Acabamos de pagar semejante insolencia histórica. Porque no solo por los fenómenos naturales extraordinarios es importante la geografía para el ser valenciano. Puede, incluso, que la sustancia última de lo valenciano esté mediatizada de modo decisivo por las condiciones del territorio que habitamos tal y como la última antropología cultural y su idea del relativismo nos puede interpretar. Y si la geografía más que la lengua explica el carácter agrícola de la esencia valenciana (como comprendió Blasco Ibáñez, tan desacreditado por la izquierda nacionalista y por la derecha ultramontana), también da valor espiritual a lo efímero, a la eterna rueda de la fortuna y al ciclo anual de las cosechas que tan pasmosamente se traslada al panteón festivo valenciano, cuya Virgen patronal, además, acude en favor de los desamparados (así como de los inocentes y los enloquecidos) ante las furias de la naturaleza.

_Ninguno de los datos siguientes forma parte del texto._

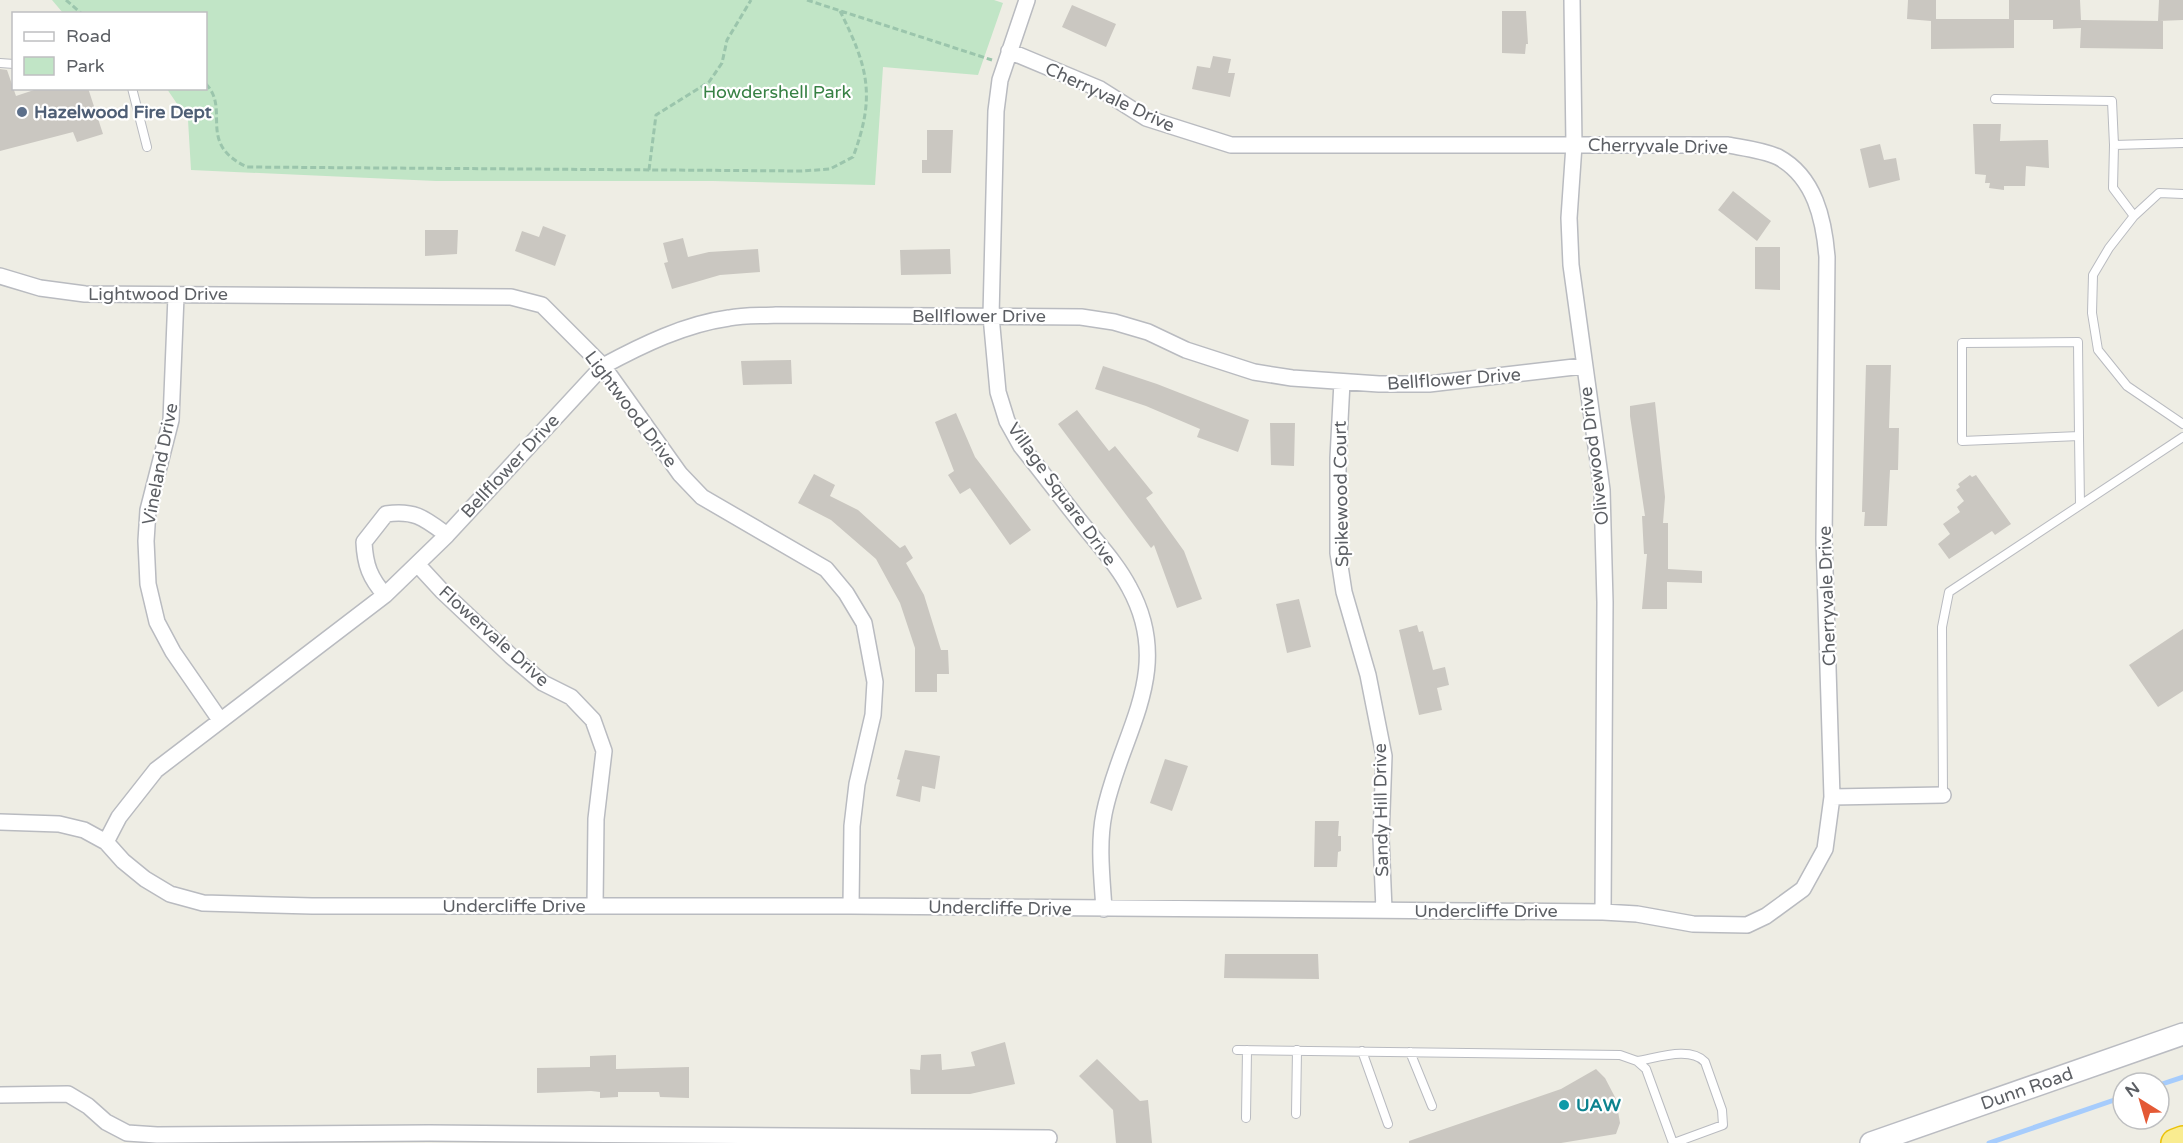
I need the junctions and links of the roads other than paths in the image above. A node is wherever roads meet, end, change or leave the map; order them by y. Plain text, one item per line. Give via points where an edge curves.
1 (1027, 0) edge
2 (1572, 0) edge
3 (1007, 58) junction
4 (133, 90) edge
5 (1995, 99) dead end
6 (2183, 143) edge
7 (1574, 145) junction
8 (2114, 145) junction
9 (147, 147) dead end
10 (2183, 194) edge
11 (2134, 216) junction
12 (0, 276) edge
13 (176, 296) junction
14 (991, 316) junction
15 (603, 366) junction
16 (1583, 366) junction
17 (1342, 382) junction
18 (2183, 424) edge
19 (2079, 436) junction
20 (2183, 437) edge
21 (2080, 505) junction
22 (447, 535) junction
23 (418, 565) junction
24 (385, 595) junction
25 (1368, 675) joint
26 (220, 720) junction
27 (1943, 795) joint
28 (1832, 797) junction
29 (0, 822) edge
30 (106, 842) junction
31 (595, 906) junction
32 (851, 906) junction
33 (1104, 909) junction
34 (1384, 910) junction
35 (1603, 912) junction
36 (2183, 1034) edge
37 (1237, 1050) dead end
38 (1247, 1050) junction
39 (1297, 1050) junction
40 (1362, 1052) junction
41 (1410, 1052) junction
42 (1637, 1062) junction
43 (0, 1095) edge
44 (1432, 1106) dead end
45 (1296, 1114) dead end
46 (1246, 1118) dead end
47 (1388, 1124) dead end
48 (1050, 1138) dead end
49 (498, 1139) edge
50 (2183, 1140) edge
51 (1674, 1143) edge
52 (1871, 1143) edge
53 (2175, 1143) edge

1 - 3 street, Village Square Drive
2 - 7 street, Olivewood Drive
3 - 7 street, Cherryvale Drive via 1100,89 1146,118 1231,145
3 - 14 street, Village Square Drive via 995,121
4 - 9 lane
5 - 8 lane via 2112,101
6 - 8 lane
7 - 16 street, Olivewood Drive via 1569,218
7 - 28 street, Cherryvale Drive via 1728,145 1758,151 1778,157 1813,195 1824,224 1827,258 1824,529
8 - 11 lane via 2113,188
10 - 11 lane via 2160,194
11 - 18 lane via 2093,275 2092,313 2098,350 2127,386
12 - 13 street, Lightwood Drive via 40,288 85,294
13 - 15 street, Lightwood Drive via 511,297 542,305
13 - 26 street, Vineland Drive via 171,420 148,510 148,584 157,622
14 - 15 street, Bellflower Drive via 730,317 664,337
14 - 17 street, Bellflower Drive via 1081,317 1113,322 1254,372
14 - 33 street, Village Square Drive via 998,392 1006,421 1130,588 1142,620 1148,655 1146,687 1112,780 1104,816
15 - 22 street, Bellflower Drive
15 - 32 street, Lightwood Drive via 680,474 702,497 826,569 864,623 875,682 873,715 852,826
16 - 17 street, Bellflower Drive via 1429,384
16 - 35 street, Olivewood Drive via 1602,490
17 - 25 street, Spikewood Court via 1338,553 1344,592
19 - 19 lane via 1962,441 1962,343 2078,342
19 - 21 lane
20 - 21 lane
21 - 27 lane via 1949,592 1942,627
22 - 23 street, Bellflower Drive
22 - 24 street, Bellflower Drive via 425,518 406,511 386,514 364,542 364,562
23 - 24 street, Bellflower Drive
23 - 31 street, Flowervale Drive via 511,656 543,683 571,697 593,720 604,751 596,819
24 - 26 street, Bellflower Drive
25 - 34 street, Sandy Hill Drive via 1384,756
26 - 30 street, Bellflower Drive via 156,770 124,809
27 - 28 street
28 - 35 street, Undercliffe Drive via 1825,849 1815,872 1803,889 1766,916 1747,925 1724,926
29 - 30 street, Undercliffe Drive via 59,824 84,830
30 - 31 street, Undercliffe Drive via 145,879 170,894 204,903
31 - 32 street, Undercliffe Drive
32 - 33 street, Undercliffe Drive
33 - 34 street, Undercliffe Drive
34 - 35 street, Undercliffe Drive
36 - 52 street, Dunn Road
37 - 38 lane
38 - 39 lane
38 - 46 lane
39 - 40 lane
39 - 45 lane
40 - 41 lane
40 - 47 lane
41 - 42 lane via 1620,1055
41 - 44 lane
42 - 51 lane via 1646,1069
42 - 51 lane via 1689,1053 1705,1062 1722,1110 1722,1125
43 - 49 street via 68,1094 106,1122 137,1133 429,1133
48 - 49 street
50 - 53 highway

La geografía esclarece los problemas de la vertebración valenciana, la dicotomía entre costa e interior, el desafecto alicantino, la constelación de ciudades intermedias y sus eternas rivalidades, las afinidades culinarias y la diversidad de los recetarios, los flujos de influencia hacia levante del sur de Teruel, del este de Cuenca y Albacete, el éxito de la navegación desde el poniente, la urgencia de la conexión perdida con la Bética que no otra cosa era la Vía Augusta que ahora se llama Corredor Mediterráneo… La antropología cultural valenciana está por escribir, y sin la misma será imposible comprender para reconstruir de manera avanzada el territorio diezmado por las aguas y los fuegos.
No se trata ahora de restituir, por lo tanto, sino de planificar de otra manera, de incorporar nuevas e integrales perspectivas, creando a su vez una cultura popular, cívica y disciplinada para afrontar los desastres naturales (que, al parecer, se vuelven más recurrentes), incluso nuevas formas de gobernanza y de cualificación de la política por más que huyamos de la tecnocracia. No hay soluciones únicas, ni desde el romanticismo ecologista ni mediante grandes obras a base de hormigón. Los especialistas ya no están por las respuestas aisladas. La realidad se ha vuelto compleja y ambivalente, multilingüe y policultural, tecnoverde e híbrida. Y estaremos condenados si solo nos da para militar y comprender uno solo de los lados del prisma.